Ben Crowder

River’s Tale

Published December 2014.

One hot afternoon, on a thick, muggy day,

A boy trotted off to the river to play.

His newspaper boat floated out, spun around,

And snagged on a stick stuck in front of a mound.

The boy found a stone, hurled it straight at the lump

Made of twigs and old leaves, dirt, and trash, like a dump.

But then the mound roared, and it shook, and it stood—

A monster, a fright cloaked in wet, slimy wood.

It towered above the lad, tall as a bear,

Its mouth dripping sewage. A shriek of despair

The boy cried in his fear, knowing well he would die.
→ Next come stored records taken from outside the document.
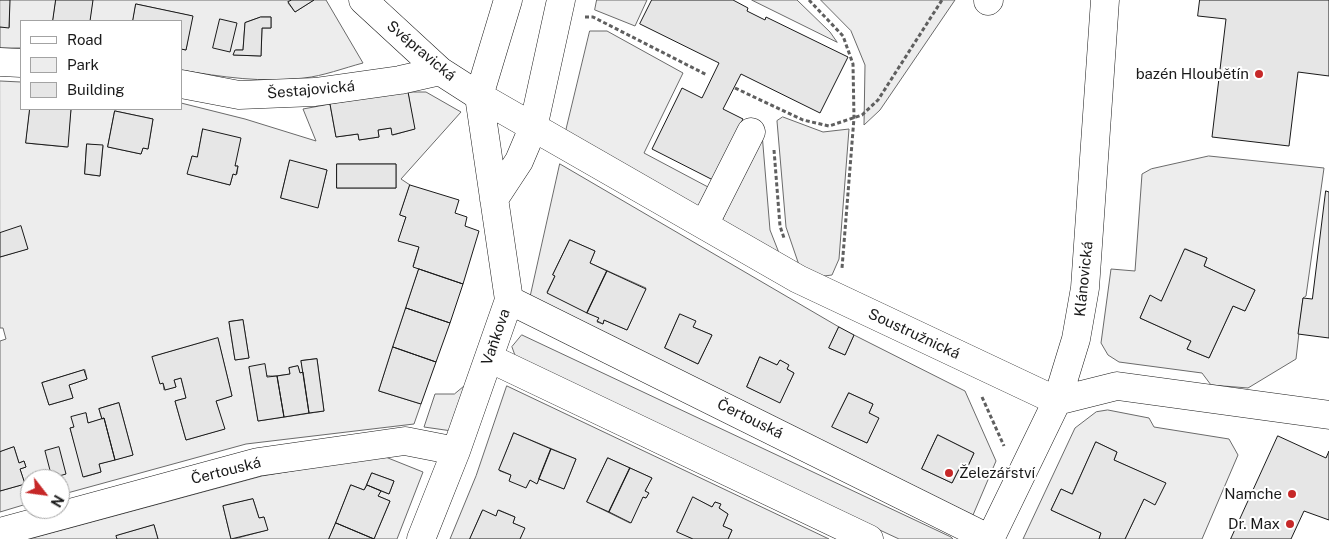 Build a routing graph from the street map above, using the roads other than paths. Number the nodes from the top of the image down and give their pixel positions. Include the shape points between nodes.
1 (363, 0) edge
2 (508, 0) edge
3 (1105, 0) edge
4 (559, 9) edge
5 (0, 62) edge
6 (20, 64) edge
7 (440, 71) junction
8 (182, 84) edge
9 (479, 96) junction
10 (534, 128) junction
11 (762, 137) road end
12 (494, 199) junction
13 (704, 226) junction
14 (509, 300) junction
15 (489, 358) junction
16 (1056, 401) junction
17 (1329, 416) edge
18 (456, 451) junction
19 (0, 532) edge
20 (421, 539) edge
21 (869, 539) edge
22 (990, 539) edge

1 - 7 street, Svépravická
2 - 9 street
3 - 16 street, Klánovická via 1086,288 1076,339
4 - 10 street
5 - 6 street
7 - 8 street, Šestajovická via 315,92 239,95
7 - 9 street, Svépravická
9 - 10 street, Svépravická
9 - 12 street, Vaňkova
10 - 12 street via 519,161
10 - 13 street, Soustružnická
11 - 13 street
12 - 14 street, Vaňkova
13 - 16 street, Soustružnická via 798,279
14 - 15 street, Vaňkova
14 - 22 street, Čertouská
15 - 18 street, Vaňkova
15 - 21 street
16 - 17 street via 1117,386
16 - 22 street, Klánovická
18 - 19 street, Čertouská via 405,441 258,462
18 - 20 street, Vaňkova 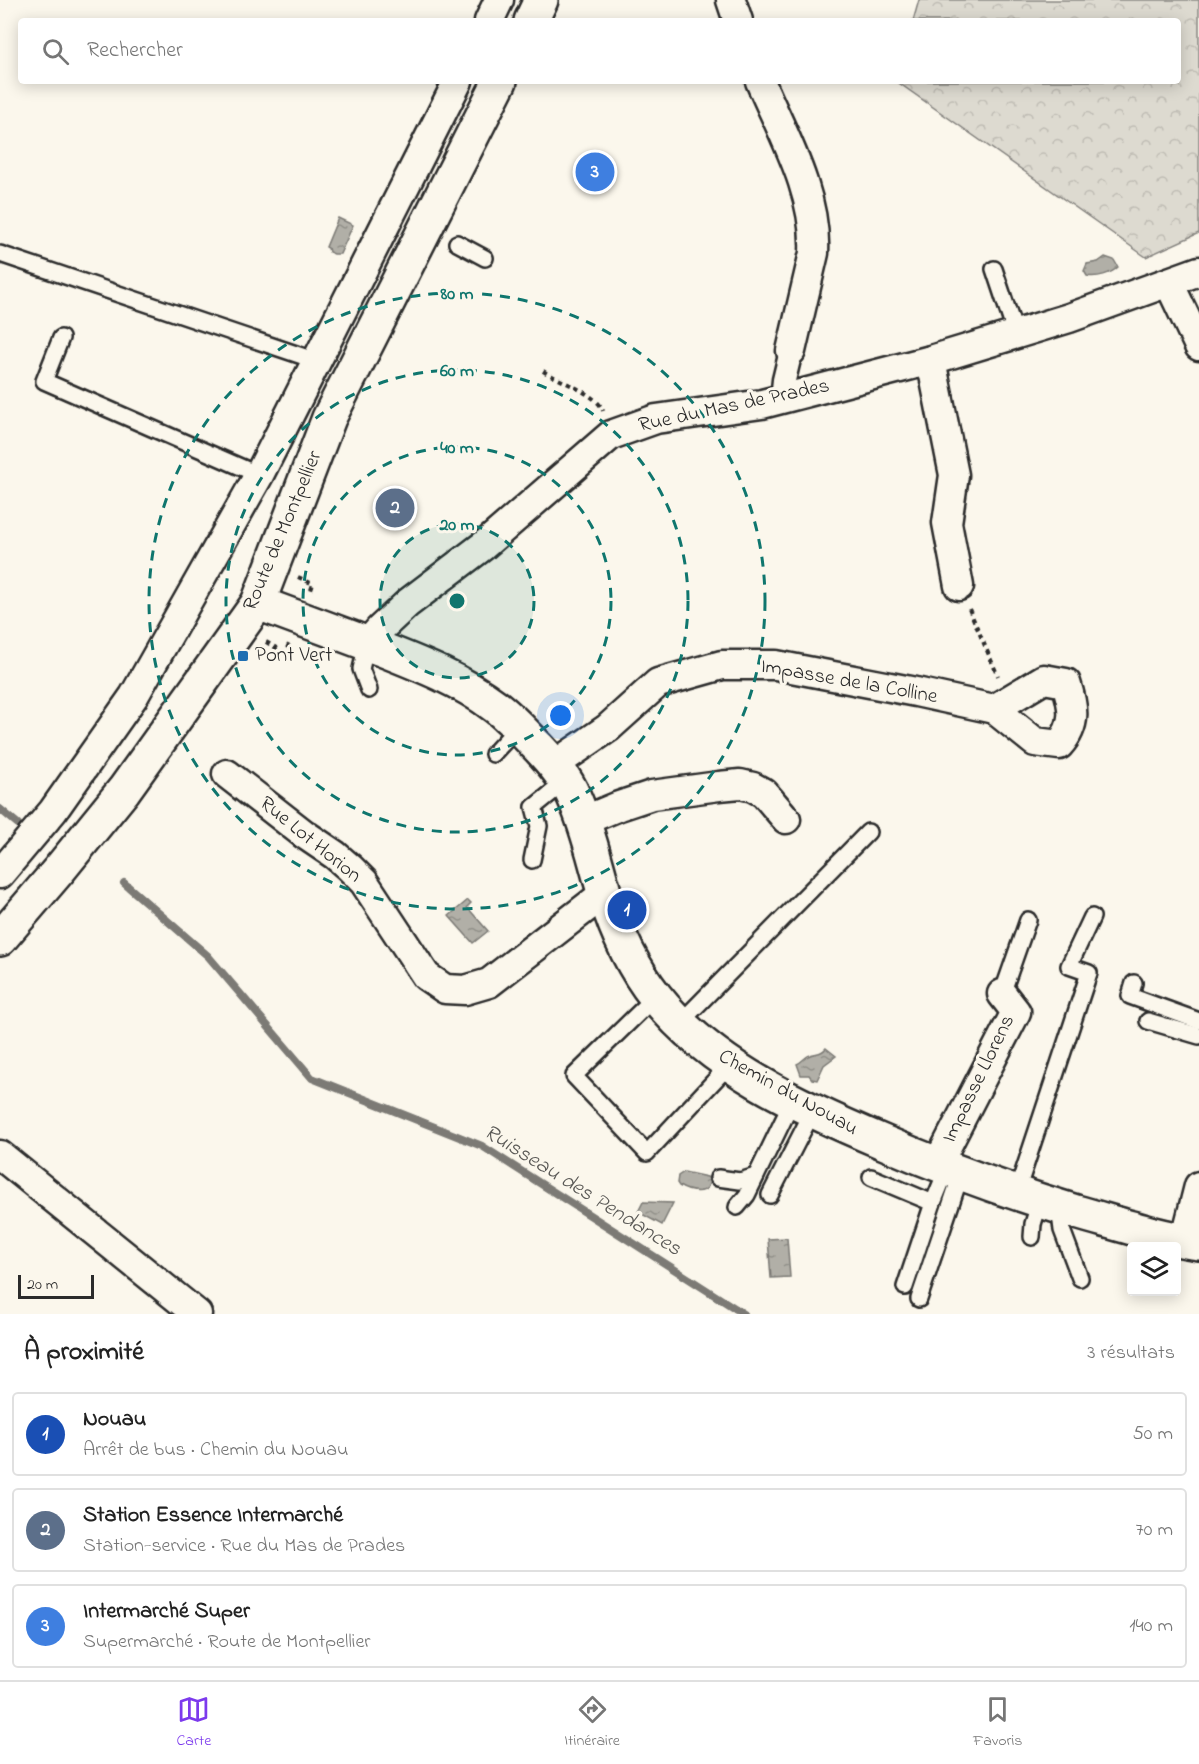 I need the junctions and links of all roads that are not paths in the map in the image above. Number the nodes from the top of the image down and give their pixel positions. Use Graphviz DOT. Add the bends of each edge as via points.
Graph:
graph roads {
  1 [pos="499,0"];
  2 [pos="541,0"];
  3 [pos="731,0"];
  4 [pos="490,18"];
  5 [pos="532,18"];
  6 [pos="737,18"];
  7 [pos="456,84"];
  8 [pos="498,84"];
  9 [pos="761,84"];
  10 [pos="458,243"];
  11 [pos="0,254"];
  12 [pos="485,258"];
  13 [pos="994,268"];
  14 [pos="1199,271"];
  15 [pos="1169,283"];
  16 [pos="1016,335"];
  17 [pos="61,338"];
  18 [pos="1199,346"];
  19 [pos="791,351"];
  20 [pos="931,360"];
  21 [pos="317,361"];
  22 [pos="782,399"];
  23 [pos="259,475"];
  24 [pos="959,586"];
  25 [pos="258,603"];
  26 [pos="367,644"];
  27 [pos="369,690"];
  28 [pos="1003,704"];
  29 [pos="518,727"];
  30 [pos="493,754"];
  31 [pos="560,773"];
  32 [pos="227,774"];
  33 [pos="786,819"];
  34 [pos="584,821"];
  35 [pos="868,832"];
  36 [pos="532,860"];
  37 [pos="0,874"];
  38 [pos="604,893"];
  39 [pos="1092,917"];
  40 [pos="1028,920"];
  41 [pos="0,939"];
  42 [pos="1134,983"];
  43 [pos="1002,994"];
  44 [pos="656,996"];
  45 [pos="1199,1021"];
  46 [pos="1148,1022"];
  47 [pos="680,1023"];
  48 [pos="1199,1036"];
  49 [pos="730,1064"];
  50 [pos="803,1105"];
  51 [pos="0,1155"];
  52 [pos="948,1169"];
  53 [pos="756,1176"];
  54 [pos="871,1177"];
  55 [pos="718,1178"];
  56 [pos="1199,1186"];
  57 [pos="770,1195"];
  58 [pos="1038,1200"];
  59 [pos="933,1203"];
  60 [pos="737,1207"];
  61 [pos="1032,1237"];
  62 [pos="1192,1242"];
  63 [pos="1080,1278"];
  64 [pos="905,1287"];
  65 [pos="919,1299"];
  66 [pos="197,1314"];
  1 -- 4 [label="street"];
  2 -- 5 [label="street"];
  3 -- 6 [label="street"];
  7 -- 21 [label="street, Route de Montpellier"];
  8 -- 25 [label="street, Route de Montpellier" via="329,418"];
  9 -- 19 [label="street" via="798,168 812,213 814,253"];
  10 -- 12 [label="lane"];
  11 -- 21 [label="lane"];
  13 -- 16 [label="lane"];
  14 -- 15 [label="street, Rue du Mas de Prades"];
  15 -- 16 [label="street, Rue du Mas de Prades"];
  15 -- 18 [label="street"];
  16 -- 20 [label="street, Rue du Mas de Prades"];
  17 -- 23 [label="lane" via="44,381"];
  19 -- 22 [label="street"];
  20 -- 22 [label="street, Rue du Mas de Prades"];
  20 -- 24 [label="street" via="954,475 947,524"];
  21 -- 23 [label="street, Route de Montpellier"];
  22 -- 26 [label="street, Rue du Mas de Prades" via="656,419 611,435 483,546 408,603"];
  23 -- 37 [label="street, Route de Montpellier" via="134,696 53,811"];
  25 -- 26 [label="street, Chemin du Nouau"];
  25 -- 41 [label="street, Route de Montpellier" via="124,790"];
  26 -- 27 [label="lane" via="361,669"];
  26 -- 29 [label="street, Chemin du Nouau" via="427,666 498,708"];
  28 -- 31 [label="street, Impasse de la Colline" via="776,665 722,665 658,684"];
  29 -- 30 [label="lane"];
  29 -- 31 [label="street, Chemin du Nouau"];
  31 -- 34 [label="street, Chemin du Nouau"];
  31 -- 36 [label="lane" via="534,807 539,826"];
  32 -- 38 [label="street, Rue Lot Horion" via="350,868 364,882 426,976 445,989 465,990 489,982"];
  33 -- 34 [label="street" via="764,793 740,784 652,795"];
  34 -- 38 [label="street, Chemin du Nouau"];
  35 -- 47 [label="lane"];
  38 -- 44 [label="street, Chemin du Nouau" via="619,934"];
  39 -- 58 [label="lane" via="1070,966 1089,973"];
  40 -- 43 [label="lane"];
  42 -- 45 [label="lane" via="1130,996"];
  43 -- 52 [label="street, Impasse Llorens" via="1016,1012"];
  44 -- 47 [label="street, Chemin du Nouau"];
  44 -- 49 [label="lane" via="574,1076 647,1153"];
  46 -- 48 [label="lane"];
  47 -- 49 [label="street, Chemin du Nouau"];
  49 -- 50 [label="street, Chemin du Nouau"];
  50 -- 52 [label="street, Chemin du Nouau"];
  50 -- 53 [label="lane"];
  50 -- 57 [label="lane"];
  51 -- 66 [label="street"];
  52 -- 58 [label="street, Chemin du Nouau"];
  52 -- 59 [label="lane"];
  52 -- 65 [label="lane"];
  53 -- 55 [label="lane" via="740,1181"];
  53 -- 60 [label="lane"];
  54 -- 59 [label="lane"];
  56 -- 62 [label="street"];
  58 -- 61 [label="lane"];
  58 -- 62 [label="street, Chemin du Nouau"];
  58 -- 63 [label="lane" via="1062,1230"];
  59 -- 64 [label="lane"];
}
In vain he threw rocks at the beast’s darkened eye.

The demon reared back, seeking out its new foe,

And spotted its shivering prey down below.

It lunged for the lad, who leaped out to the side

And pulled himself up a tall tree, there to hide.

From there he could see in the river below

An eddy suffused with an eery red glow.

But then the beast rammed itself into the tree,

Dislodging the boy, who fell hard, hit his knee,

And tumbled down into the river’s red maw.

He flailed and he kicked and he tried hard to claw

His way up to the surface, through current so fast,

But water was stronger. He sank at long last,

Deep down to the bottom, right into the glow,

Which caught him and pulled him through its fiery flow.

The dark wrapped itself ’round the lad’s light blue eyes

And sounds melted down to a silence of cries.

The boy blinked. He lay on the banks of a stream,

Beneath the blushed rays of a swollen sun’s gleam.

It swallowed the sky with its vastness and girth,

Too large to be safe. The lad wasn’t on Earth.

He wandered through ruins of white stone long dead,

Through jungles and rainstorms; the ground was his bed.

He helped a small town fight the worms of the mist,

A battle which cost him his nose and left wrist.

The boy grew in stature, all thanks to the care

Of farmer and wife, kind old couple, white hair.

A year or two later a man from the core

Came seeking young sailors who wanted to soar

Up out into space, to the sister world green

That hung in the sky with unnatural sheen.

The boy joined the ship and they flew out to space

And landed on King’s Eye, that unexplored place.

For years the lad ran with that spacesailing crew,

Exploring the new world. Then one day they flew

Around a strange object arrayed in bright bloom,

The Circle of Lights. It was half the crew’s doom.

Escaping the frenzy with ship limp and torn,

They fled from the creatures of gas cloud reborn.

Much later, the boy, now a man tall and lean,

Was asked by the council to help save the queen.

He built a vast slingshot that hung up in space

And hurled asteroids toward the incoming chase,

Destroying that army before they came near,

And piercing their massive, unholy black sphere.

One day the man flew over jungle and lake

While tracking a treacherous, air-sliding snake.

He came ’round a bend at the foot of a hill

And saw it—the river—which haunted him still.

He landed his skiff on the banks of the stream,

Not far from the place of the hollow red gleam.

He tracked down the glow, steaming under the skin

Of water. He thought of his parents, his kin,

Back home years ago, wond’ring how their son died.

He took a deep breath and stepped off the side,

Down into the water, down into the glow,

Which caught him and pulled him through its fiery flow.

The dark wrapped itself ’round the man’s light blue eyes

And sounds melted down to a silence of cries.

The man woke to find himself back on the bank,

The beast tow’ring o’er him, its stench sour and rank.

He rolled out from under the monster, then drew

His gun from its holster. He shot. The beast flew

Back into the water, then stumbled and fell

Apart and exploded, wood, sewage, and gel.

The man returned home to the place of his youth,

His parents now younger than him, and the truth

He told of his ventures amazed every child.

The river runs still, water dark, water wild.